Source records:
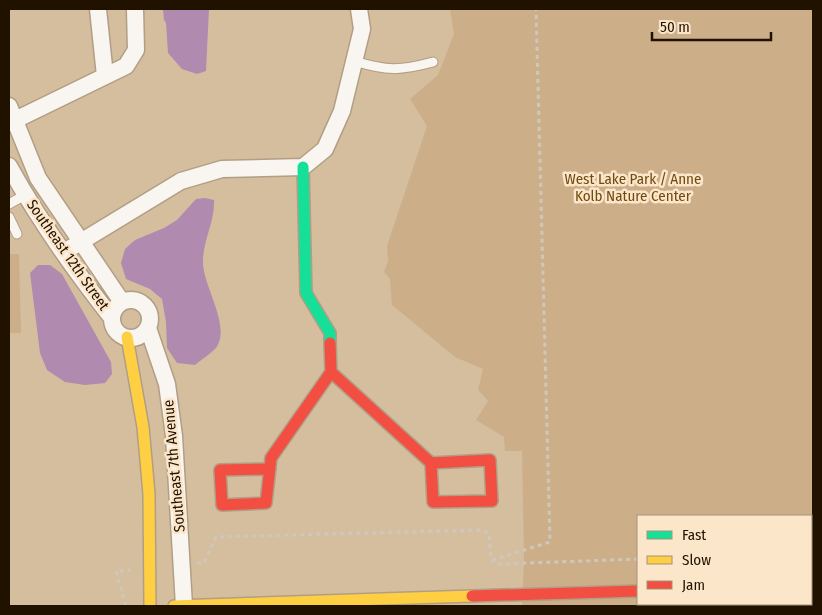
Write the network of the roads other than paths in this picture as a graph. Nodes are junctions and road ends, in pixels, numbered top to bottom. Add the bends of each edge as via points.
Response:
1 (98, 9) edge
2 (135, 9) edge
3 (359, 9) edge
4 (354, 61) junction
5 (433, 62) dead end
6 (105, 76) junction
7 (10, 117) edge
8 (9, 166) edge
9 (303, 167) junction
10 (43, 184) junction
11 (25, 194) junction
12 (9, 204) edge
13 (9, 217) edge
14 (17, 234) dead end
15 (82, 240) junction
16 (64, 252) junction
17 (122, 302) junction
18 (112, 318) junction
19 (148, 328) junction
20 (127, 337) junction
21 (332, 372) junction
22 (431, 463) junction
23 (270, 469) junction
24 (637, 590) edge
25 (150, 606) edge
26 (174, 606) edge
27 (184, 606) edge

1 - 6 street
2 - 6 street via 136,50 126,66
3 - 4 street via 362,29
4 - 5 lane via 394,70
4 - 9 street via 342,111 325,149
6 - 7 street
7 - 10 street
8 - 11 street, Southeast 12th Street
9 - 15 street via 222,169 181,181
9 - 21 street via 306,293 330,333
10 - 11 street
10 - 15 street
11 - 12 lane
11 - 16 street, Southeast 12th Street
13 - 14 lane
15 - 16 street
15 - 17 street
16 - 18 street, Southeast 12th Street
17 - 18 street
17 - 19 street via 135,300 146,306 150,317
18 - 20 street via 116,330
19 - 20 street via 139,336
19 - 27 street, Southeast 7th Avenue via 167,384 174,436
20 - 25 street, Southeast 7th Avenue via 143,427 149,494
21 - 22 street
21 - 23 street via 272,458
22 - 22 street via 490,460 492,501 433,502
23 - 23 street via 266,503 222,505 220,470
24 - 27 street
26 - 27 street

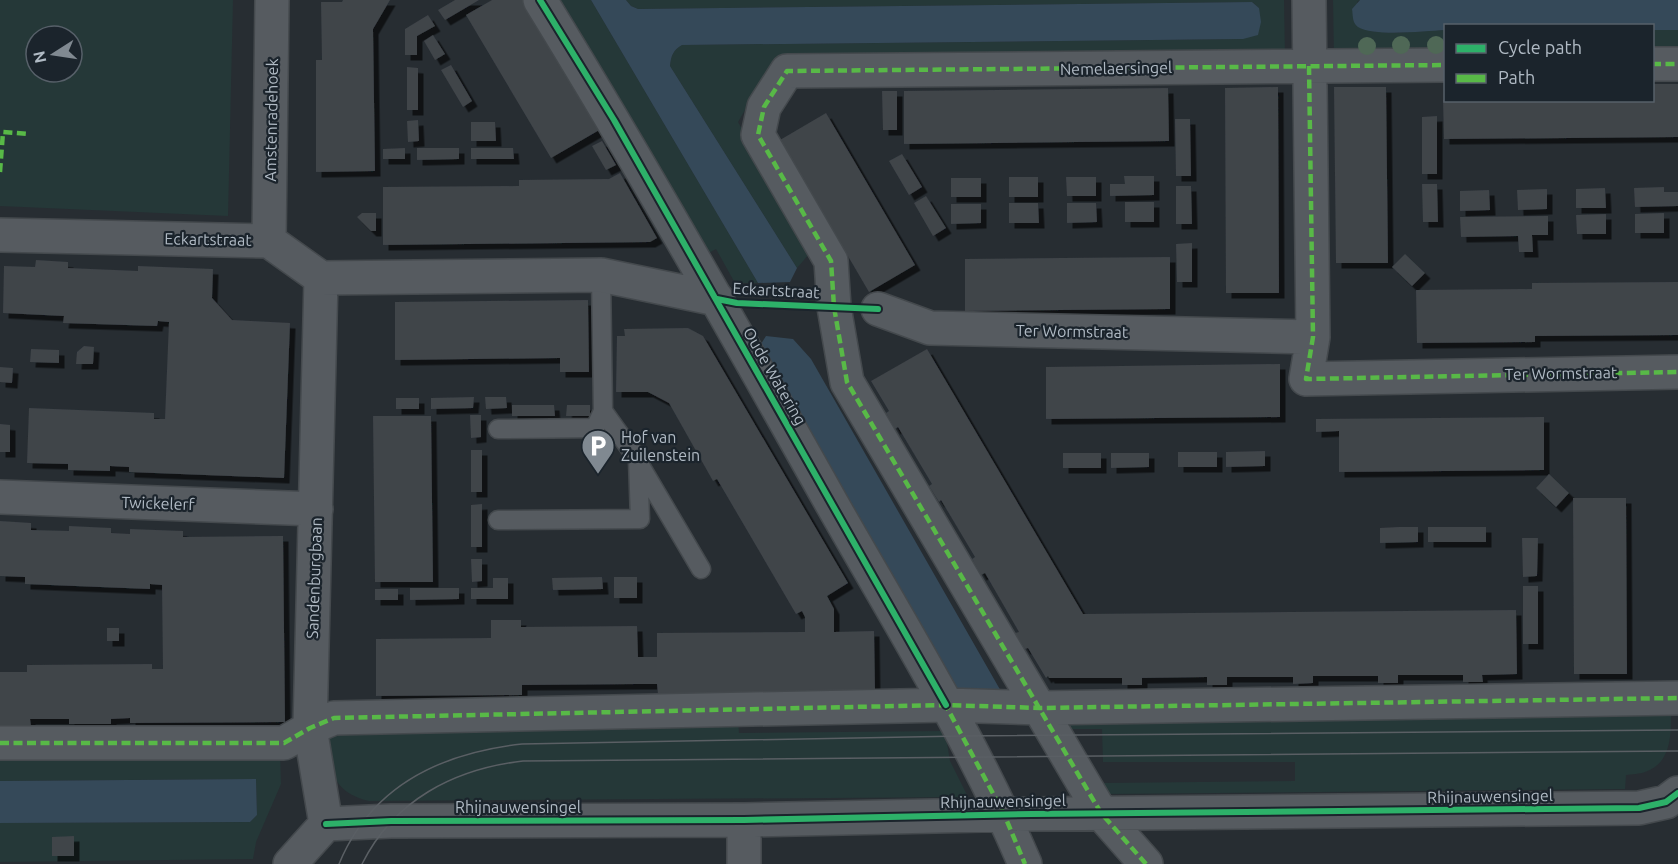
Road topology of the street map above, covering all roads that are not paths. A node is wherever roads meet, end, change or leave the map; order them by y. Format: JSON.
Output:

Activity: Say how many lines of the data hold the string "roads", with no other words in your reply.

Response area: 2